A few years ago, the Nobel laureate, economist George Akerlof heard that his distant relative had bought a house in Trondheim for more than USD 1 million. To him, it was a lot of money anywhere, but particularly a sign of high property values in Scandinavia.
He later told this story to Robert Shiller, another well-known economist. Perhaps this was not only a Scandinavian story. They decided to look at it at greater length for the insight it offers into the patterns of booms and busts and notably the twin crises of confidence and crisis that are currently everywhere in the world.
These reflections were recently published as a book by Akerlof and Shiller, “The Animal Spirits”. The distant Norwegian relative was the inspiration for a very interesting analysis. This was the first time I have seen a Nordic experience presented as the first sign of the excesses that lead to the boom and bust cycle we are going through today .
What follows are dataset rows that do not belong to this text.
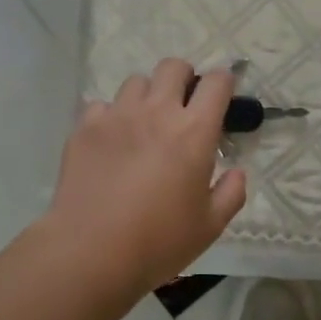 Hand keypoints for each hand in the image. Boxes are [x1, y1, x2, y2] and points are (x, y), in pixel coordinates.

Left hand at [43, 59, 247, 296]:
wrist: (90, 252)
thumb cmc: (158, 242)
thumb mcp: (210, 226)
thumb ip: (231, 193)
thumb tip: (236, 172)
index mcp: (194, 132)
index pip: (216, 83)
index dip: (224, 83)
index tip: (222, 98)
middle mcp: (157, 112)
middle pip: (173, 67)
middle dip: (184, 78)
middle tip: (183, 105)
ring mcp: (117, 116)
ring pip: (136, 82)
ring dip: (147, 96)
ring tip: (144, 124)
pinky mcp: (85, 128)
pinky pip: (101, 105)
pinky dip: (111, 116)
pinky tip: (111, 142) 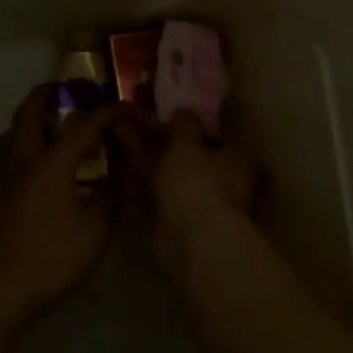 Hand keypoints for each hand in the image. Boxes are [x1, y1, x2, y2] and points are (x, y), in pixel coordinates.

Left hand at [0, 85, 120, 316]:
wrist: (0, 289)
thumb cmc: (52, 257)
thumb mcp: (96, 230)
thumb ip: (107, 198)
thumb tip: (113, 179)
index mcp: (52, 163)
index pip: (83, 126)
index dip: (106, 113)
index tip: (123, 108)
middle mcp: (24, 160)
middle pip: (29, 113)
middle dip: (46, 95)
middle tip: (62, 89)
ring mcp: (3, 177)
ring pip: (10, 133)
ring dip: (27, 120)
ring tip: (45, 125)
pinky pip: (5, 158)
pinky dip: (19, 149)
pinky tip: (31, 168)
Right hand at [112, 110, 258, 275]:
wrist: (190, 241)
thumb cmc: (197, 183)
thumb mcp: (188, 142)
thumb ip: (184, 124)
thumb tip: (183, 110)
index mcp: (236, 160)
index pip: (214, 134)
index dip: (190, 123)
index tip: (166, 112)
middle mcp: (221, 181)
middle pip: (187, 154)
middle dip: (160, 137)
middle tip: (133, 117)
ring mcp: (195, 202)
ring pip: (166, 171)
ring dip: (143, 152)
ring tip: (116, 129)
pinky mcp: (172, 219)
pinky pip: (152, 191)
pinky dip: (136, 178)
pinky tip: (115, 161) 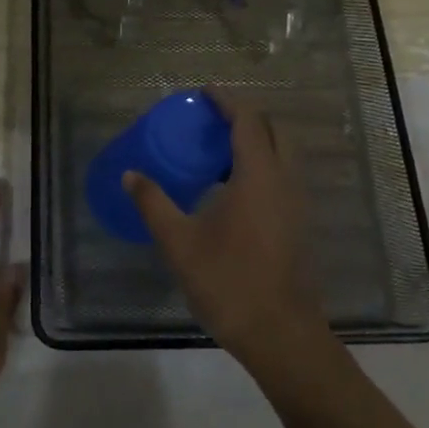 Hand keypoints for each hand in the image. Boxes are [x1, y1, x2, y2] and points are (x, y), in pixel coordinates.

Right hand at [125, 94, 333, 374]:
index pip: (248, 122)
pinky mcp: (299, 224)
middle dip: (246, 117)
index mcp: (258, 176)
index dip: (227, 102)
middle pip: (274, 131)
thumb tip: (129, 174)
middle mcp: (285, 181)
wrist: (280, 334)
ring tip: (219, 151)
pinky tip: (234, 190)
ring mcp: (297, 204)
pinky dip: (263, 166)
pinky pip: (284, 177)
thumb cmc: (228, 282)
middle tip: (212, 120)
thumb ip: (153, 203)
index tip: (205, 93)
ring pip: (284, 155)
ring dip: (257, 142)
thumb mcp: (179, 242) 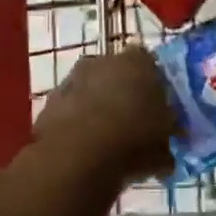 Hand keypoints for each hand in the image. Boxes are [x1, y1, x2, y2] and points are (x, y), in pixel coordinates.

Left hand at [33, 46, 177, 182]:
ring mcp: (73, 78)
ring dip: (97, 108)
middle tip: (132, 124)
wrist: (77, 155)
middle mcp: (105, 60)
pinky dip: (76, 122)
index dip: (154, 88)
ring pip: (91, 89)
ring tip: (106, 141)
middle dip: (124, 94)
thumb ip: (165, 142)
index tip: (158, 110)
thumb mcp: (164, 147)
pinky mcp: (50, 100)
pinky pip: (70, 108)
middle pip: (118, 74)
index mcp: (139, 62)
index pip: (151, 65)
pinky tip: (83, 148)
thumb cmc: (132, 141)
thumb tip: (165, 150) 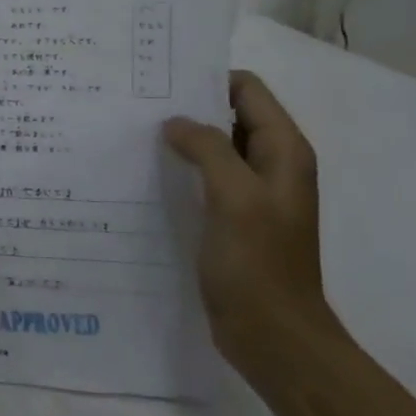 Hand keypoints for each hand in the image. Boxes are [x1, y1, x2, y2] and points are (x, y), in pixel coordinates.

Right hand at [164, 70, 340, 369]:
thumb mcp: (234, 196)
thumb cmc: (258, 263)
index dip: (207, 79)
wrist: (273, 336)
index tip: (159, 82)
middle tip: (136, 105)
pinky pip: (203, 177)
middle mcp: (269, 165)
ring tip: (133, 134)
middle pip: (227, 114)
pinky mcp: (230, 217)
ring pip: (212, 146)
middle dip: (186, 106)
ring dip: (180, 138)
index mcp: (282, 152)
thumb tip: (175, 123)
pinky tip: (145, 173)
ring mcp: (250, 193)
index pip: (246, 90)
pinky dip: (179, 168)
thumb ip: (207, 148) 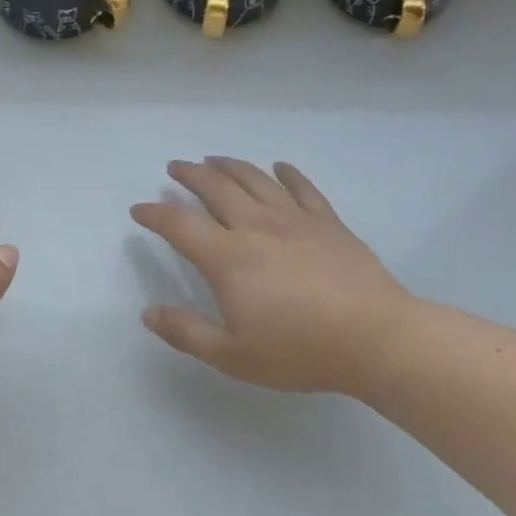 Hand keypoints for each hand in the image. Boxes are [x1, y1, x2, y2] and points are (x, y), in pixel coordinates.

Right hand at [130, 157, 416, 396]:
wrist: (376, 339)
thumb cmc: (300, 350)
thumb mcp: (233, 355)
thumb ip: (187, 332)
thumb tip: (148, 313)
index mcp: (228, 257)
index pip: (179, 224)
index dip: (155, 214)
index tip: (139, 209)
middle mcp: (255, 227)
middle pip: (215, 189)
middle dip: (190, 175)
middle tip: (175, 167)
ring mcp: (295, 220)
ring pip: (255, 180)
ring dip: (229, 166)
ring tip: (213, 159)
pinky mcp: (328, 223)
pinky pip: (303, 189)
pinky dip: (288, 173)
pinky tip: (280, 166) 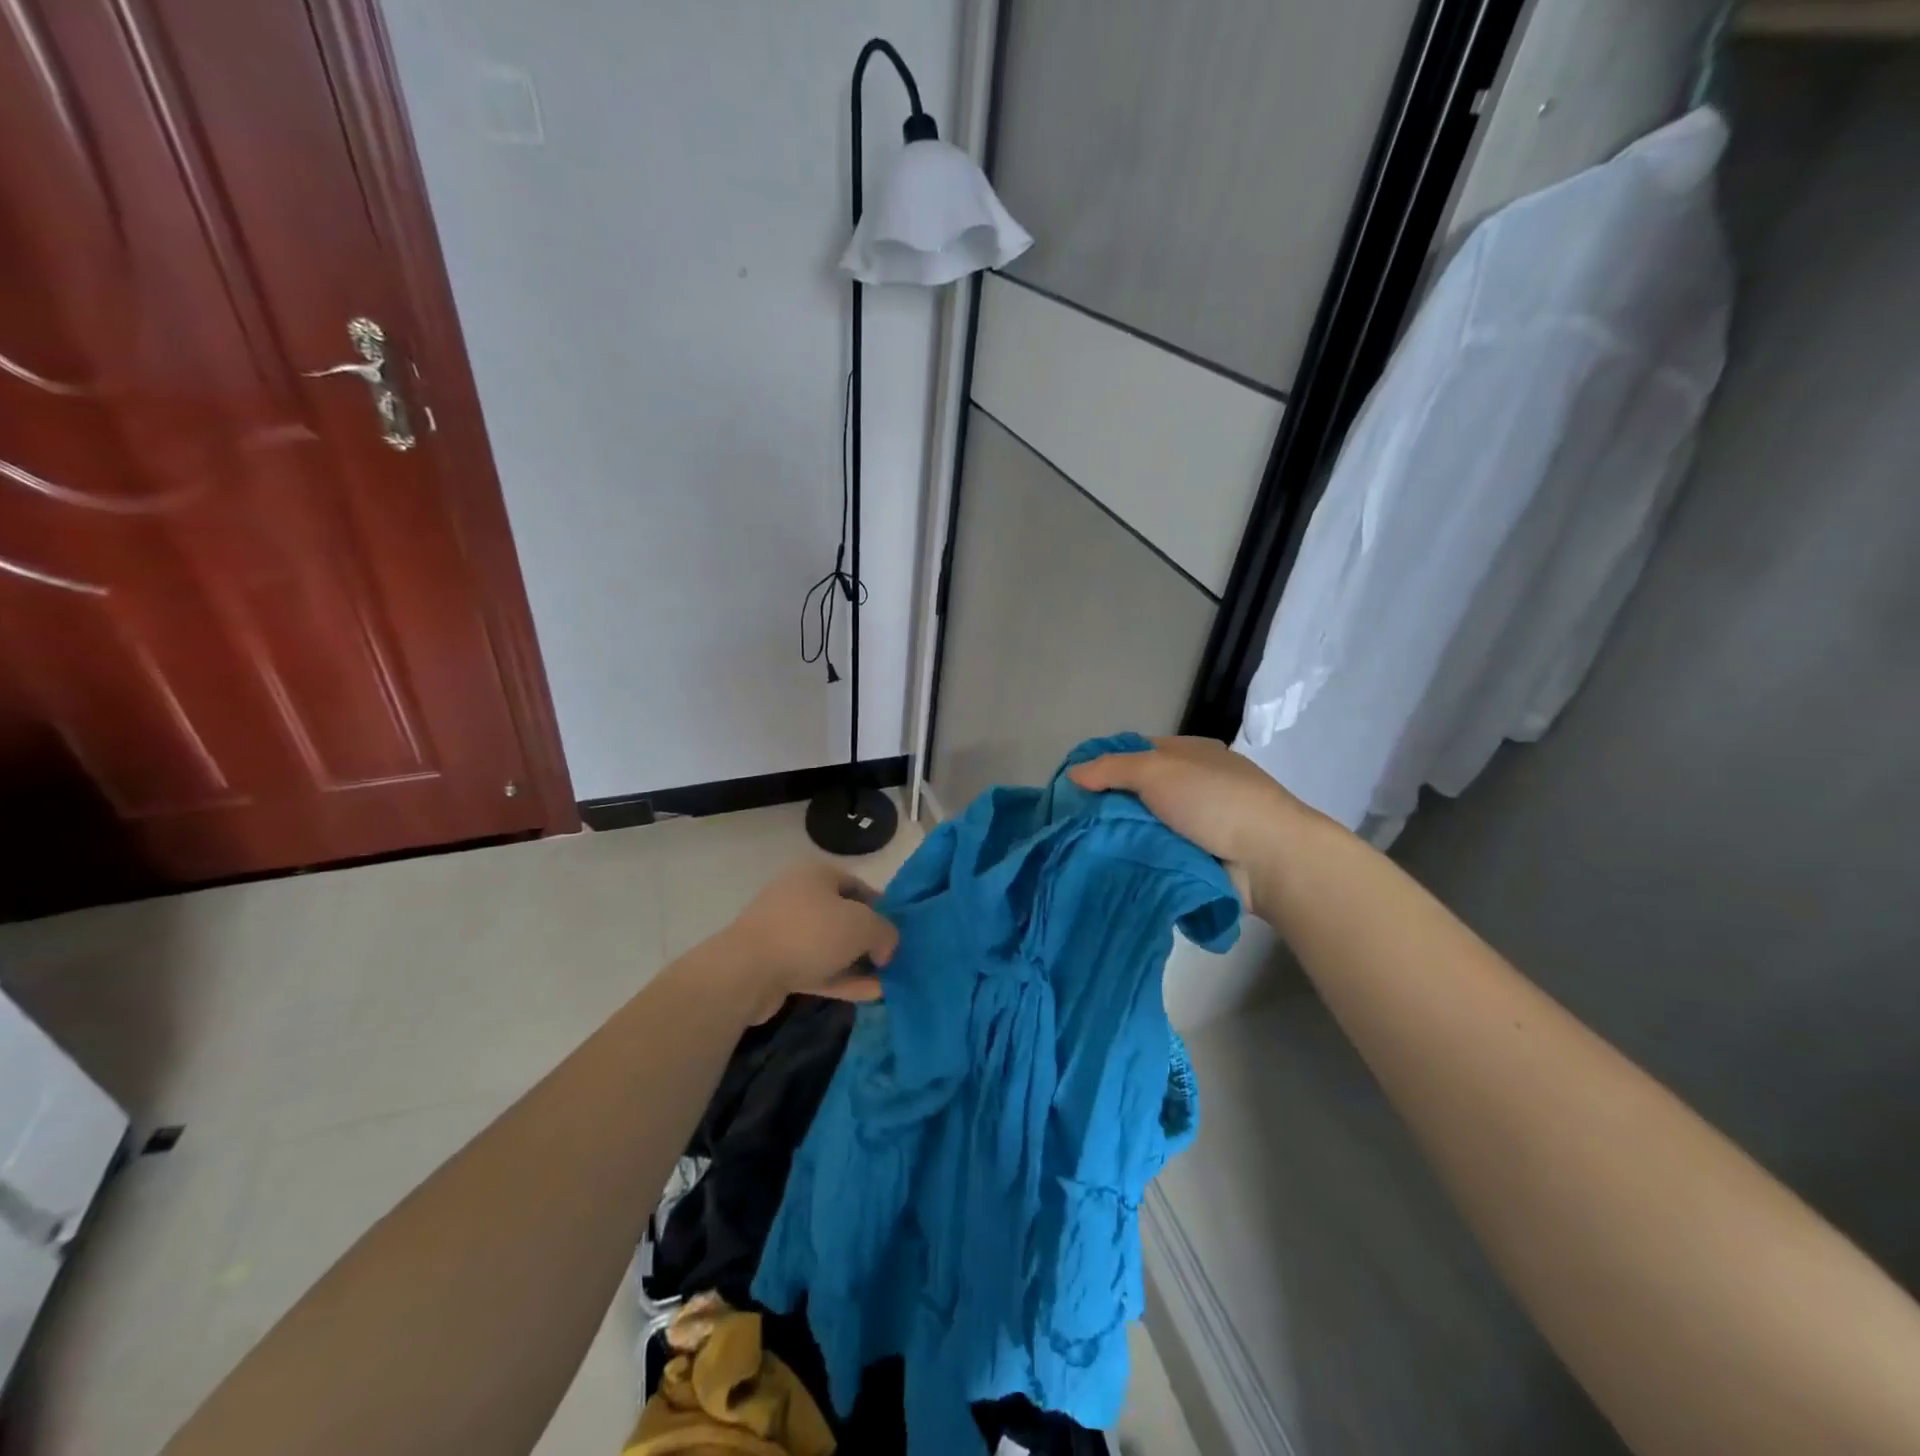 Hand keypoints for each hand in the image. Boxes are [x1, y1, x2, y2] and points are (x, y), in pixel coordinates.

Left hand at [718, 861, 899, 1019]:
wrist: (746, 972)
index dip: (882, 908)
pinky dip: (842, 979)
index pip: (858, 886)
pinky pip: (817, 969)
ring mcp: (784, 932)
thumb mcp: (863, 925)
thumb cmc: (810, 933)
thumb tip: (886, 948)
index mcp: (816, 875)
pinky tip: (869, 994)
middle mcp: (799, 897)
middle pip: (844, 917)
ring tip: (887, 982)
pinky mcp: (776, 965)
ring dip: (857, 963)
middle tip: (893, 959)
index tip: (899, 932)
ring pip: (830, 946)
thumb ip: (885, 932)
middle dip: (869, 939)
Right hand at [1067, 736, 1317, 916]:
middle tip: (1072, 824)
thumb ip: (1111, 768)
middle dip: (1108, 806)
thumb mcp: (1156, 770)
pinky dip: (1141, 859)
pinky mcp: (1202, 858)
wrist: (1269, 857)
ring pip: (1146, 826)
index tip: (1072, 787)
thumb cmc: (1213, 800)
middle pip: (1138, 792)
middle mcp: (1193, 785)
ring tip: (1084, 851)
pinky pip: (1160, 854)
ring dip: (1123, 837)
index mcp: (1189, 754)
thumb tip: (1073, 773)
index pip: (1135, 752)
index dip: (1103, 765)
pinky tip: (1111, 868)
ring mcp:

In contrast, the Nordic banking crises of the late 1980s and early 1990s and their resolution have, for some time, been part of most major analyses that have aimed at putting the present financial crisis in an historical context. That time, Finland, Norway and Sweden had similar institutional arrangements and shared qualitatively similar experiences. In today's crisis, things are different. Finland is the only Nordic country that has joined the Euro area. It may be interesting to have a brief discussion on how this situation came about and how we in Finland feel about it in the current situation.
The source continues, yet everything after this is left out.